Many of the Scotsmen themselves lie buried in the city’s cemeteries, both of which are located in the middle of wide roads, just where in Latin America the living would have taken their nightly promenade in formal gardens. Many of the dead, the inscriptions tell us, were sea-captains. They came here to die of fever, or were sometimes murdered, and in this case the inscription supplies the exact time of the tragedy, but no more than this and an affirmation of the victim’s hope of immortality. The tombstones serve conveniently for the drying of the washing of the neighbours on both sides of the road. It is not a bad place at all to lie, for those who were confident of the body’s resurrection – by the white houses, and the lemon-striped telegraph poles, with the constant bustle and chatter of bright-eyed crows in the trees above, and the eternal British-Sunday-afternoon strumming of a piano in a chapel just down the road.
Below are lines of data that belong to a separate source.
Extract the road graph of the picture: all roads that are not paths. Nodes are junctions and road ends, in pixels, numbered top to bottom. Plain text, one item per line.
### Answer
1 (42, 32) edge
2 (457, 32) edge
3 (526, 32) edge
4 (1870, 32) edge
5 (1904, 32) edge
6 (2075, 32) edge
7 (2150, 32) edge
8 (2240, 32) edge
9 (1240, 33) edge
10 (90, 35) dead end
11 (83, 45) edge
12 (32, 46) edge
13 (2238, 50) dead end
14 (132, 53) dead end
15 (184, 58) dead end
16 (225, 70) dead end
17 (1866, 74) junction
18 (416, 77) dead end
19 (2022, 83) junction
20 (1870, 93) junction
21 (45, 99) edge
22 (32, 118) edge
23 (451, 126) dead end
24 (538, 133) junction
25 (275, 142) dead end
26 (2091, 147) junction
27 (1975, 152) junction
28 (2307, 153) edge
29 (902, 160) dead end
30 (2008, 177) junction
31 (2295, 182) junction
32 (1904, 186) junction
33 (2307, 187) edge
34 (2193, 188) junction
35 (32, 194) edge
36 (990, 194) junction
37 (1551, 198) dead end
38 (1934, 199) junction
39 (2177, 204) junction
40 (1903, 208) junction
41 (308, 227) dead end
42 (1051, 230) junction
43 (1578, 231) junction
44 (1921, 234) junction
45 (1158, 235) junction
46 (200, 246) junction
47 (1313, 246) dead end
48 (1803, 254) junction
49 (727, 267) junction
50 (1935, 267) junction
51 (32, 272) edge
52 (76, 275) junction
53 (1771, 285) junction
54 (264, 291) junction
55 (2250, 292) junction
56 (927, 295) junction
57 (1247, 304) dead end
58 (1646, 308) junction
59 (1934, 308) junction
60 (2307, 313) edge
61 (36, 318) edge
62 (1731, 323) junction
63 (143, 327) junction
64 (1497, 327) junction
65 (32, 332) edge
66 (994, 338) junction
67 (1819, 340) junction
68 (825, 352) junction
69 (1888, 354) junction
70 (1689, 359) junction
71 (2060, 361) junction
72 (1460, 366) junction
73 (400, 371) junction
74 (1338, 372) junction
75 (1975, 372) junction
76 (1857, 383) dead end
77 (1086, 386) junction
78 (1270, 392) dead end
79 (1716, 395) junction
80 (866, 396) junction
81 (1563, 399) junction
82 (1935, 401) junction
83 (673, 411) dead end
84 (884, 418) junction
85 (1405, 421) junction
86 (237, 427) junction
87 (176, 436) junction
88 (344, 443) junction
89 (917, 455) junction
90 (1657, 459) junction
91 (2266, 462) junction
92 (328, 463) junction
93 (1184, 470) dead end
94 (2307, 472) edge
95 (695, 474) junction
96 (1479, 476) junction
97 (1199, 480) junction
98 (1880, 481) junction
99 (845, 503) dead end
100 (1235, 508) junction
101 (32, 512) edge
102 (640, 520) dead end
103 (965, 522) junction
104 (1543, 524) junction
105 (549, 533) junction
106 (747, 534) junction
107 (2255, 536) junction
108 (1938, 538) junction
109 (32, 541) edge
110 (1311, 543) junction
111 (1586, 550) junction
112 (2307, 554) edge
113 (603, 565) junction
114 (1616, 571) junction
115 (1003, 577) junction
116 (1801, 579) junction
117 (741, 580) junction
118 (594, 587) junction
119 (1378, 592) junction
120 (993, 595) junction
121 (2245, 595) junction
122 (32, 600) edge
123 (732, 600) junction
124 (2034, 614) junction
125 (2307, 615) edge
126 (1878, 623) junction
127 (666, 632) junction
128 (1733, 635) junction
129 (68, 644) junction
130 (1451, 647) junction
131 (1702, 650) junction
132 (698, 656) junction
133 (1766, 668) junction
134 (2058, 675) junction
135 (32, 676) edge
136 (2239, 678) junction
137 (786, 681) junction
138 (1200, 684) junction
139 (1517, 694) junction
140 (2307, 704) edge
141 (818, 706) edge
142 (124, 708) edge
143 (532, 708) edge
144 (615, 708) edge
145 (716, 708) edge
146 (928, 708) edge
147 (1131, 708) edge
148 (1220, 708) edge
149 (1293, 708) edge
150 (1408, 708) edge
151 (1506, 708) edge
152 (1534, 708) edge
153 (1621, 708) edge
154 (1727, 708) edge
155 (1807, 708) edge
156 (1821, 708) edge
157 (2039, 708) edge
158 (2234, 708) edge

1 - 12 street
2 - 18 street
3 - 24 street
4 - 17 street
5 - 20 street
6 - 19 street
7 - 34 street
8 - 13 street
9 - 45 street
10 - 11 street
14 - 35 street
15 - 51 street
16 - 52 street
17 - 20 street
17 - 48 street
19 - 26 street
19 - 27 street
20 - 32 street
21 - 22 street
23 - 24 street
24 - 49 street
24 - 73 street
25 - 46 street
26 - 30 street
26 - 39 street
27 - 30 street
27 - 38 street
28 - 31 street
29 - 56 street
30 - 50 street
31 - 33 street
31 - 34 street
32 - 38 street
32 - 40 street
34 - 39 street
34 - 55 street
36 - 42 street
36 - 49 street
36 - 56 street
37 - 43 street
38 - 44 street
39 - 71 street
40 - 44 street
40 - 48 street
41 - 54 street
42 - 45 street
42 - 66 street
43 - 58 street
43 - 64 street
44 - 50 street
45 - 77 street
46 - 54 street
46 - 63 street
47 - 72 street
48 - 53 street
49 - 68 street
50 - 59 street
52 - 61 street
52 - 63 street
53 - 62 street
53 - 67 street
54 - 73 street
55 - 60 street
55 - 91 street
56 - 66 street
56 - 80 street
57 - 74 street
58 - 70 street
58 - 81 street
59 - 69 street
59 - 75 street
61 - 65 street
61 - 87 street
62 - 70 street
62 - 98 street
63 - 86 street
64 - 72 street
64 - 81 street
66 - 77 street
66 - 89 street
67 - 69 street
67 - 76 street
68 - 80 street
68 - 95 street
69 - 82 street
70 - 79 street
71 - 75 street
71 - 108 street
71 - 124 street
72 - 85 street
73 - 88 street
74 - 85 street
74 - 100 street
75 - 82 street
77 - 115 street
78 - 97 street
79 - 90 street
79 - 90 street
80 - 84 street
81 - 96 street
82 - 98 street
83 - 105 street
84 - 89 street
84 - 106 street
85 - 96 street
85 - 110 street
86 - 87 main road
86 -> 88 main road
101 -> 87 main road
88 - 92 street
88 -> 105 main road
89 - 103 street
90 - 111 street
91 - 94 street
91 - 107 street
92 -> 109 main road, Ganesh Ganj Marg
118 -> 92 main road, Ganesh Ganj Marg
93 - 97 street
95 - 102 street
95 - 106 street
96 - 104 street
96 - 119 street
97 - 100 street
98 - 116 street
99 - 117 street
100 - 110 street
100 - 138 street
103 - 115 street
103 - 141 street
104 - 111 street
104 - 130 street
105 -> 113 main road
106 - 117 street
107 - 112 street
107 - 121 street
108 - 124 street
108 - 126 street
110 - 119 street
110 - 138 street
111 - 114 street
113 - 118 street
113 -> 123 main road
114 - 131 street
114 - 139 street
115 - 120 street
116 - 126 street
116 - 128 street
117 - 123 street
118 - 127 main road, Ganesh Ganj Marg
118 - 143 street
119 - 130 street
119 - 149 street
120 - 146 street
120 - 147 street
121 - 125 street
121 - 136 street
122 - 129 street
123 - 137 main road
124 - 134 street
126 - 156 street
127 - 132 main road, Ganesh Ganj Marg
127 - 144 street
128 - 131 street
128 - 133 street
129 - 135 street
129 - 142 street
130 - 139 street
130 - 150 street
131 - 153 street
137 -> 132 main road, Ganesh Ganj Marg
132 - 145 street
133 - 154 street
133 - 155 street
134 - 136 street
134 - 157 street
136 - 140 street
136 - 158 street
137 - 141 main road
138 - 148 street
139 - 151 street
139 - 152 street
Death took these captains by surprise. It was never old age or a wasting sickness, but always the mosquito or the dagger that struck them down. No Britisher ever wanted to lay his bones anywhere but in the graveyard of his own parish church in the home country. In this lies the key to all the unsoundable differences between the Spanish and the British colonies. The Spaniard took Spain with him. The Briton was always an exile, living a provisional and makeshift existence, even creating for himself a symbol of impermanence in his ramshackle wooden house.

 

One of the first things that strike the newcomer to Belize who has seen anything of life in the West Indies is the mysterious absence of anything
that might come under the heading of Having a Good Time. There are no calypsos, no ash-can orchestras, no jungle drums, no half-frantic voodoo devotees gyrating round some picturesque mountebank. The Hondurans sacrifice no cocks to the old African gods, and feuds are settled by interminable lawsuit or swift machete blows, but in either case without recourse to the black magic of the obeahman. This in some ways is a pity, because by virtue of the fact that timber extraction, the main occupation, ceases with the wet season, people are left with several months to fill in, and with not the faintest idea of what to do with themselves, apart from chapel-going, playing dominoes, and suffering the afflictions of love. This highly un-African existence, with its complete ineptitude for self-entertainment, is probably the result of certain historical factors. The colony was founded by an English buccaneer called Wallace – Belize is a corruption of his name – who turned from piracy to the more dependable profits of logwood extraction. The
slave-owning
Wallace and his successors were very few in number. They were exposed to frequent attacks by the warlike Indians of southern Yucatan, and to the constant threat of action by the Spanish, who never recognised the legality of their settlement. The interlopers could only hope to defend themselves, and to keep their foothold, by arming their slaves, who would certainly have taken the first opportunity of pistolling their masters in the back, had their servitude been unduly oppressive. In those days the English in Jamaica produced a formidable breed of mastiff which they trained not only to track down but to devour black
runaways
, and such dogs were in great demand in the neighbouring French and Dutch colonies. One supposes that the atrocious treatment meted out to the blacks whose masters felt themselves secure from outside attack had the effect of drawing them together in their compounds, conserving all that was African in their lives, and uniting them in their hate for all that was white. Meanwhile the negroes of Belize, with their musketry drill, their smallholdings and their Sunday holidays, would have been encouraged to turn their backs on their African past and to struggle ever onwards and upwards towards the resplendent human ideal of the suburban Englishman.